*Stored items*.
++++++++
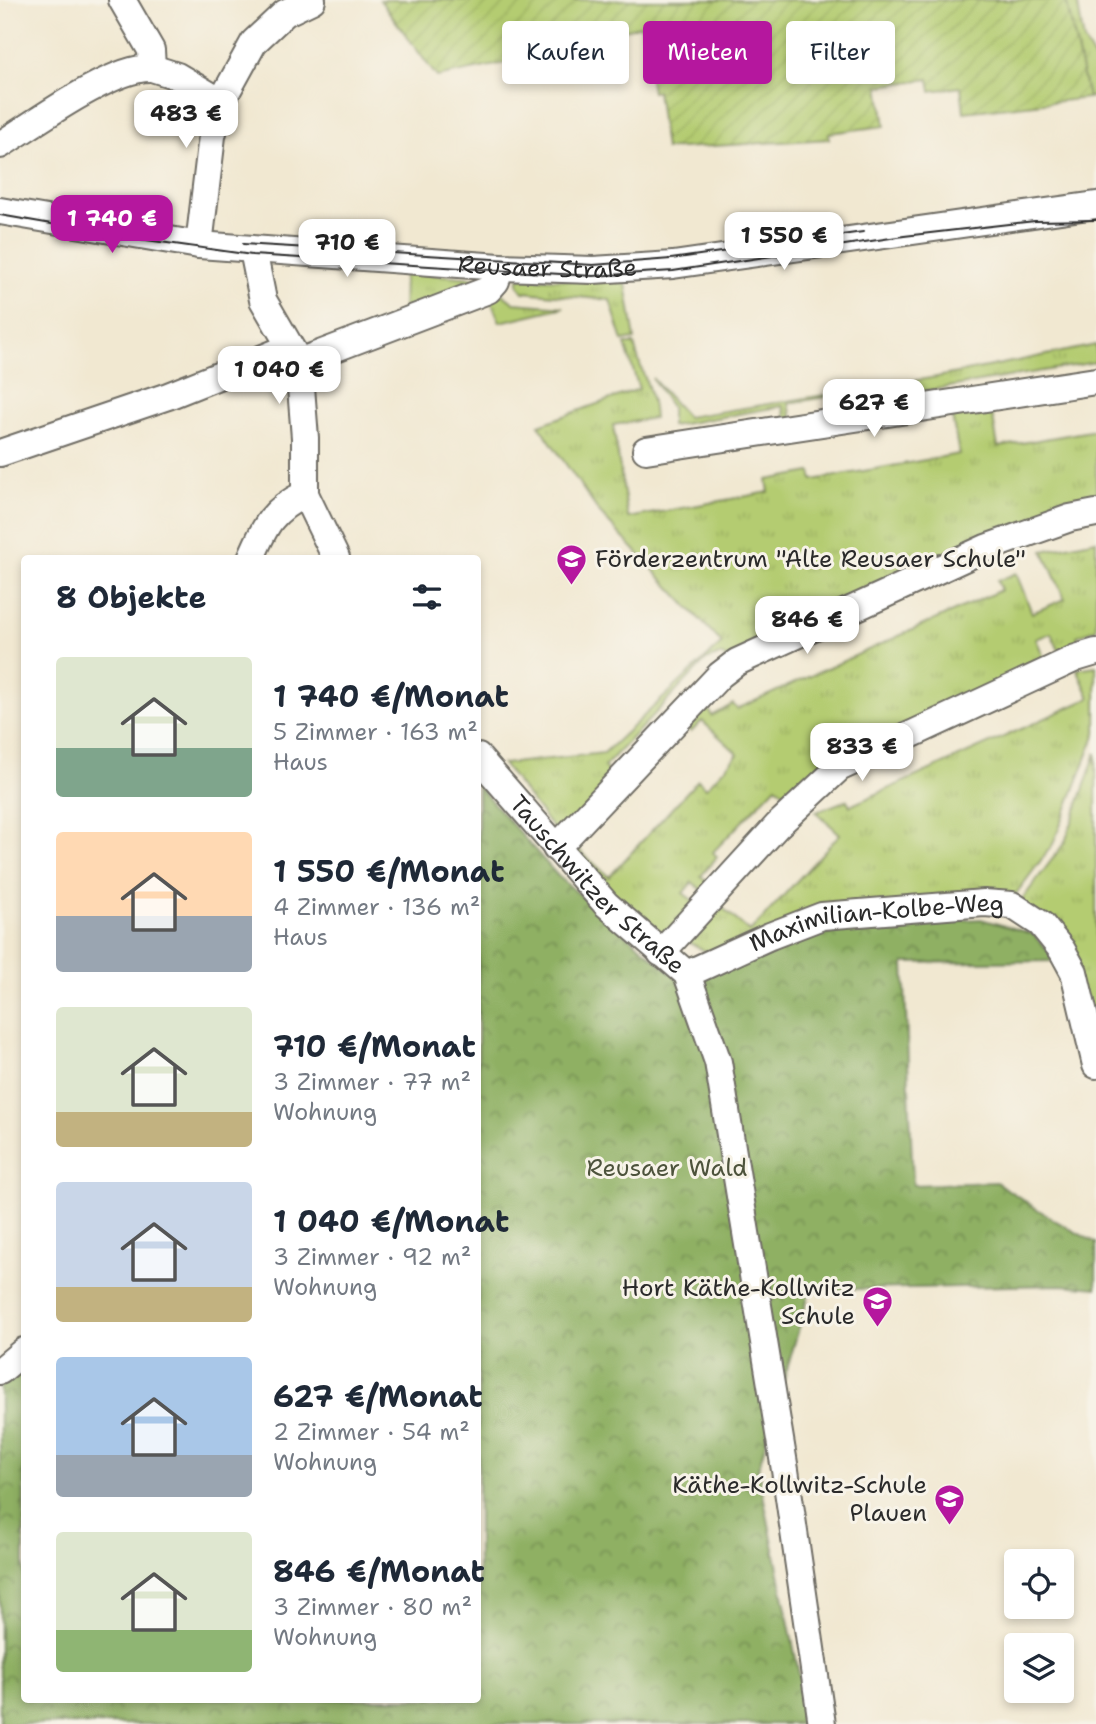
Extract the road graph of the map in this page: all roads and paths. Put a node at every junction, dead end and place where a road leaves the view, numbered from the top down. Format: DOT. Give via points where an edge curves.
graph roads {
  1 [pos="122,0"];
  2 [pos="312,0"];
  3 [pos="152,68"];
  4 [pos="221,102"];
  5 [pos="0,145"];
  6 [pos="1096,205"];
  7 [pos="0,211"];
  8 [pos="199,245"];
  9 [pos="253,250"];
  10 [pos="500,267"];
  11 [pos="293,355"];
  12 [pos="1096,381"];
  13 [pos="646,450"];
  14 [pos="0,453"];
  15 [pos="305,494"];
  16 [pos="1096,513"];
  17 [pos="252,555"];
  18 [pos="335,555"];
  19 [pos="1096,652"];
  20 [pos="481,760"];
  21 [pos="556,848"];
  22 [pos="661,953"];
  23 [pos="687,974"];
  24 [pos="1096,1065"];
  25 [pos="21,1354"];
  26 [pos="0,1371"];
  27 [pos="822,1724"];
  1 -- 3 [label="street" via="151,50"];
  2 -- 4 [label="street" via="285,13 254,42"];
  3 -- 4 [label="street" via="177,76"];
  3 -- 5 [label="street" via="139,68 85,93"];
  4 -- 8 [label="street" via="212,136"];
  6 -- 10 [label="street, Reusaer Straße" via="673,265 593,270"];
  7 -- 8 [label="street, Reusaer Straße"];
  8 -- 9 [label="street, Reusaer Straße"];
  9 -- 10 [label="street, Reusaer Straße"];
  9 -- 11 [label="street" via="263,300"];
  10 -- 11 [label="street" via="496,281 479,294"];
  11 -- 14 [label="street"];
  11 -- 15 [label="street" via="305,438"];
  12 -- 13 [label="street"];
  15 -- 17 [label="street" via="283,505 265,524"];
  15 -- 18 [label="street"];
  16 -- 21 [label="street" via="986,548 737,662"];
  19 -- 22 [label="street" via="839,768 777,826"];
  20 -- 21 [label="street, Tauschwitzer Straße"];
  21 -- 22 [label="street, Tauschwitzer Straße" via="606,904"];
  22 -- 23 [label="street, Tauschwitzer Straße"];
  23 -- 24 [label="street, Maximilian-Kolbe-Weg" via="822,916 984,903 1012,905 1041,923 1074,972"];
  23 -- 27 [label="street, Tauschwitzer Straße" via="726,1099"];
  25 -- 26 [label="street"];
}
++++++++
*TASK OBJECTIVE*. Going through the records, say how many lines hold the string "graph". Only the number should be given.

*RESULT BELOW*. 2